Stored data
===============

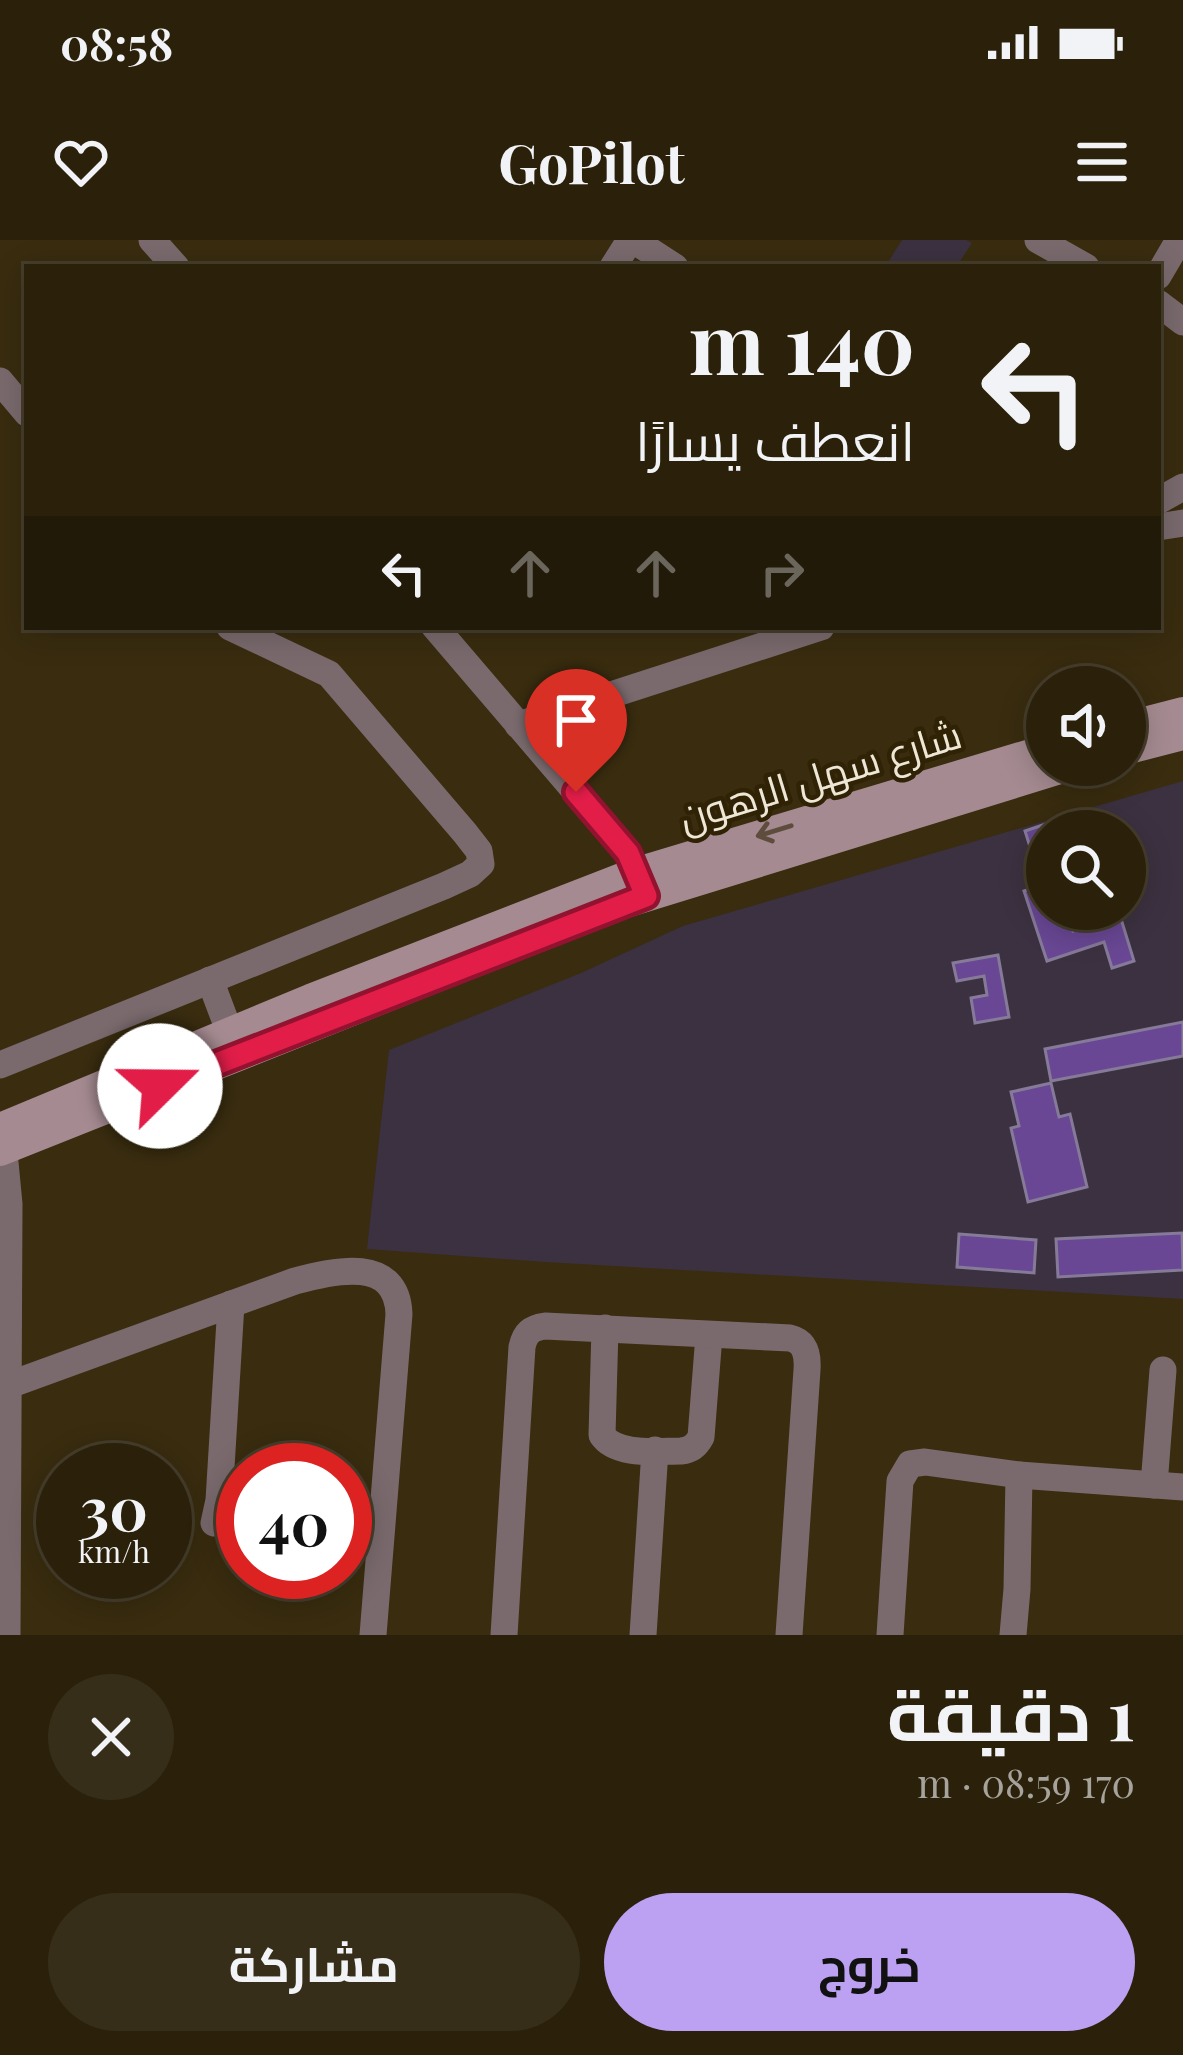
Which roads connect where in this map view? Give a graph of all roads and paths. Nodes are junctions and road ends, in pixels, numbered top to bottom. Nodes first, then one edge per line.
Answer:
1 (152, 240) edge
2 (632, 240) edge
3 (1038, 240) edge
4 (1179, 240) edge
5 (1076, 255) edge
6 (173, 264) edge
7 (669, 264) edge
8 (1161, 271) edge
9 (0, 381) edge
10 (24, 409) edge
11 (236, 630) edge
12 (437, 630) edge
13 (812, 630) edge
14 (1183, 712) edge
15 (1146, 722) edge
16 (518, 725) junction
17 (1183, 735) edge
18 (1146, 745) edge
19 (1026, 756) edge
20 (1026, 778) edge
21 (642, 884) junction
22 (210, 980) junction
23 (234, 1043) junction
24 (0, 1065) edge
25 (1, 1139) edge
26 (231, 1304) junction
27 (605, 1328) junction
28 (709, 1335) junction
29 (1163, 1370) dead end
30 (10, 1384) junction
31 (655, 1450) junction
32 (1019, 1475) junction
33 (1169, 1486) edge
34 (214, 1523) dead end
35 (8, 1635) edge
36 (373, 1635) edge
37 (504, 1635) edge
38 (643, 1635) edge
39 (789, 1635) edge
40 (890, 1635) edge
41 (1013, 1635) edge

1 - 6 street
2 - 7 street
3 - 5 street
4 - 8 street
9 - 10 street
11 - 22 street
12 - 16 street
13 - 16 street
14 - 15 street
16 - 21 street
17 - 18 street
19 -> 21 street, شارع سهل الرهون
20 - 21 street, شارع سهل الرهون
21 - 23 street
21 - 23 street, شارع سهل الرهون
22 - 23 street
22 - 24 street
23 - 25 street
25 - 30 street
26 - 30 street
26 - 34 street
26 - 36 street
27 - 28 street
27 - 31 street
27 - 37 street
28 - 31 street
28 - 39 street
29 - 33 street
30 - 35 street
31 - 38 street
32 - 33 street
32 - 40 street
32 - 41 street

===============

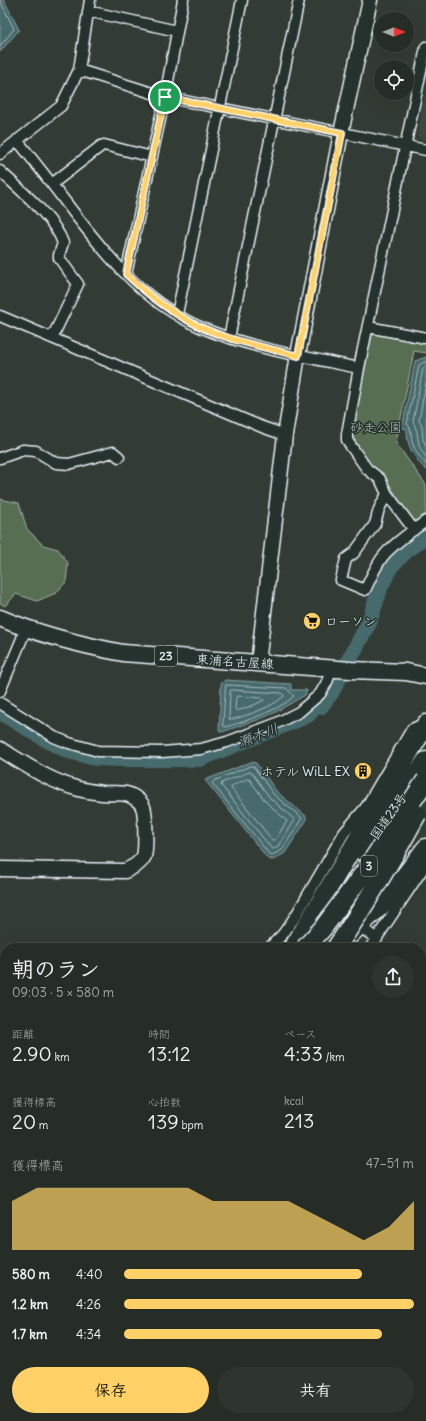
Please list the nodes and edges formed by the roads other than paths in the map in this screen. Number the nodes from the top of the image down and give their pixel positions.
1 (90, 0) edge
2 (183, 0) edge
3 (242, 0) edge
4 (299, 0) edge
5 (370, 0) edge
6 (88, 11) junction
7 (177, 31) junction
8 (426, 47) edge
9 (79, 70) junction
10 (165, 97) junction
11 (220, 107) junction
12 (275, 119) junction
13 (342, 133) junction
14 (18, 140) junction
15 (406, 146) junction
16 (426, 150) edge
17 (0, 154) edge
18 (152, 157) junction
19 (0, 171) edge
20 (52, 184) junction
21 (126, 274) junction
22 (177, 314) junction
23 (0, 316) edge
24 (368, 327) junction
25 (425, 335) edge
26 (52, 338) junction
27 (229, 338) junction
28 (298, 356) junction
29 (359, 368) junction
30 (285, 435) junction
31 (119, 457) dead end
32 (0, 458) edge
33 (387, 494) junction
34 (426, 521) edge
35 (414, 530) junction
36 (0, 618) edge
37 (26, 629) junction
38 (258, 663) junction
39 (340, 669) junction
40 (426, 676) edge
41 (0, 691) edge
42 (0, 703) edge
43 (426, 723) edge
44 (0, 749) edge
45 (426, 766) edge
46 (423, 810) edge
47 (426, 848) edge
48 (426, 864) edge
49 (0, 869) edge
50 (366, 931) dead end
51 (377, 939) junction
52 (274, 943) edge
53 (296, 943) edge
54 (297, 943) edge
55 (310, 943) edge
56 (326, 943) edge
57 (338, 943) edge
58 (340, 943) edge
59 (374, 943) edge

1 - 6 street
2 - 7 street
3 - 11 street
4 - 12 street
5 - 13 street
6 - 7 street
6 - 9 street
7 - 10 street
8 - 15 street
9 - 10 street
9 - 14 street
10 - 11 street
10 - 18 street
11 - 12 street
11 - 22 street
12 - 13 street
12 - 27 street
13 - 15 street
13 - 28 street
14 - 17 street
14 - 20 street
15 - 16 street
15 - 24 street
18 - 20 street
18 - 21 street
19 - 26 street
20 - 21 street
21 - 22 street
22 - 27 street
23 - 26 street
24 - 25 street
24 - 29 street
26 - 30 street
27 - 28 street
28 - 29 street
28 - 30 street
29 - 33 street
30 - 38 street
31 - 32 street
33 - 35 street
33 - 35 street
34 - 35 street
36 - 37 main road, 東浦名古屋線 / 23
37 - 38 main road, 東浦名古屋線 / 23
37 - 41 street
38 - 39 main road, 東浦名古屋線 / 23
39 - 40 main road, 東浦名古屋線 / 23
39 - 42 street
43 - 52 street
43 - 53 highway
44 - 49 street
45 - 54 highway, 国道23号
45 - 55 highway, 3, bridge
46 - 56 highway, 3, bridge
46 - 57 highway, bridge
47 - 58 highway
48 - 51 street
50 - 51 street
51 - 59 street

===============

_What is expected_
Lines holding the word "highway" are the answer; copy each one from the records above.

_Your response_
43 - 53 highway
45 - 54 highway, 国道23号
45 - 55 highway, 3, bridge
46 - 56 highway, 3, bridge
46 - 57 highway, bridge
47 - 58 highway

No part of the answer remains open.